ADBE shares are now down roughly 40% year-to-date and have been sitting at lows not seen since 2019. The AI disruption narrative has hung over this stock for over a year, and the market has not been forgiving.
The Options Angle
Here’s what was interesting heading into the print: options traders were pricing a 9.45% implied move in either direction — more than double ADBE’s four-quarter average post-earnings move of 3.85%. That gap between implied volatility and realized history is where traders pay attention.
With the stock now moving roughly in line with the implied range (a ~6% after-hours decline), IV is likely to compress aggressively at Friday’s open. Traders who were long premium into the event are now facing a vol crush problem even if their directional call was right. That’s the options earnings trap in its purest form.

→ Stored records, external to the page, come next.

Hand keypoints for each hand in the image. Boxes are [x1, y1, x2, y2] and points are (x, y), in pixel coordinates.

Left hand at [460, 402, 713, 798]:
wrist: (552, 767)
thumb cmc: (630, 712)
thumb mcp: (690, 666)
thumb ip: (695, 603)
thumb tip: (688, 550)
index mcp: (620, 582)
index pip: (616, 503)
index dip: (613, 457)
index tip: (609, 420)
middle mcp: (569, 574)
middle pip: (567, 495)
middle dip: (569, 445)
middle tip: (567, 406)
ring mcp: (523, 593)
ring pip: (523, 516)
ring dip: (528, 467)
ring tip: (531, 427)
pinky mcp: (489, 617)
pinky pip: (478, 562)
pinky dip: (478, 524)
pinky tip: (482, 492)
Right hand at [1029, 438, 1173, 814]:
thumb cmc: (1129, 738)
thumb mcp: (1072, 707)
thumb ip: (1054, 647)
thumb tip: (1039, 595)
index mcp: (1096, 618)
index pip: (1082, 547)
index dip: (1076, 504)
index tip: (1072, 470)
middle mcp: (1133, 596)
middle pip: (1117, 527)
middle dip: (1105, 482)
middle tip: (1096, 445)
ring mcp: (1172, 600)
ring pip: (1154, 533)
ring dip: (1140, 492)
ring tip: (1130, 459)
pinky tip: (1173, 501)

Options activity heading into the print was notable: call volume at the June 18 $230 strike reached 1,889 contracts, while the June 12 $200 put led with 2,012 contracts traded against open interest of just 884 — a clear signal that hedging activity was building well ahead of the announcement.
Bull Case / Bear Case / Neutral Framework
For traders expecting a mean-reversion bounce: a defined-risk bull structure using a July call spread in the $215–$235 range captures upside if the stock stabilizes after the initial shock. The key data point to watch is whether AI-first ARR — which tripled year-over-year and now exceeds $500 million — converts into durable subscription upgrades over the next two quarters.

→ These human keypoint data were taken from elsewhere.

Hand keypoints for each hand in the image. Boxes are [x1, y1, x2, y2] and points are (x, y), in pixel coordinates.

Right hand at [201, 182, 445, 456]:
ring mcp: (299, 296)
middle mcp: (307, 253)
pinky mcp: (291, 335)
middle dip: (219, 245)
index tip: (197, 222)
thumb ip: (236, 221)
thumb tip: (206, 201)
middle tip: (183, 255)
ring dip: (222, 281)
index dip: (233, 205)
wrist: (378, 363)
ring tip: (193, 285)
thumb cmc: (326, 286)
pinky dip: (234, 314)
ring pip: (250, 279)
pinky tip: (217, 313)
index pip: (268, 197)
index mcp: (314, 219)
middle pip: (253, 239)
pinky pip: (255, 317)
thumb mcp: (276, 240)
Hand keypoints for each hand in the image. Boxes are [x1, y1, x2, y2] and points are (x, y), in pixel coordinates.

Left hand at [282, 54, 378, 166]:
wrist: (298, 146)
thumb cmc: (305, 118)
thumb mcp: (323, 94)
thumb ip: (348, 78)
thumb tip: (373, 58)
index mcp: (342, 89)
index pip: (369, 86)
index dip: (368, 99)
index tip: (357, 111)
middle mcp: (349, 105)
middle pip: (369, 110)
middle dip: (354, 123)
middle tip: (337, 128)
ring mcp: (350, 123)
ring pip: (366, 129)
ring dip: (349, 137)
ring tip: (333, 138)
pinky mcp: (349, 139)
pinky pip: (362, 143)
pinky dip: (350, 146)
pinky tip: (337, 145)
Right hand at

For traders who believe the CFO departure and freemium pivot represent a structural derating: a bear put spread in the $190–$210 range for the July cycle keeps risk defined while expressing the view that multiple compression continues. The consensus analyst average price target sits near $311 — a wide divergence from current levels that reflects genuine uncertainty about the AI monetization timeline.
The neutral case is perhaps the most honest read right now. Adobe beat. Adobe guided up. Adobe still fell. That kind of action — where good numbers don’t move the stock higher — is a signal the market has a different question it wants answered first. Not ‘is Adobe growing?’ but ‘is Adobe still relevant in an AI-first creative stack?’
That question doesn’t get resolved in one quarter. Which is exactly why the options market priced a wider-than-normal move to begin with.
- Q2 Revenue: $6.62B vs. $6.45B est. (+12.7% YoY)
- Non-GAAP EPS: $5.96 vs. $5.82 est.
- Total Ending ARR: $27.1B, +12.5% YoY
- AI-First ARR: Exceeded $500M, tripled YoY
- After-Hours Reaction: –~6%
- Pre-Earnings Implied Move: ±9.45%
- CFO Departure: Dan Durn exits June 15
- Key Risk: Freemium pivot reduces near-term ARR visibility
The next catalyst is the Q3 report in September. Between now and then, watch how the stock trades relative to the $200 level — a line that options open interest has effectively treated as a gravitational floor entering this week.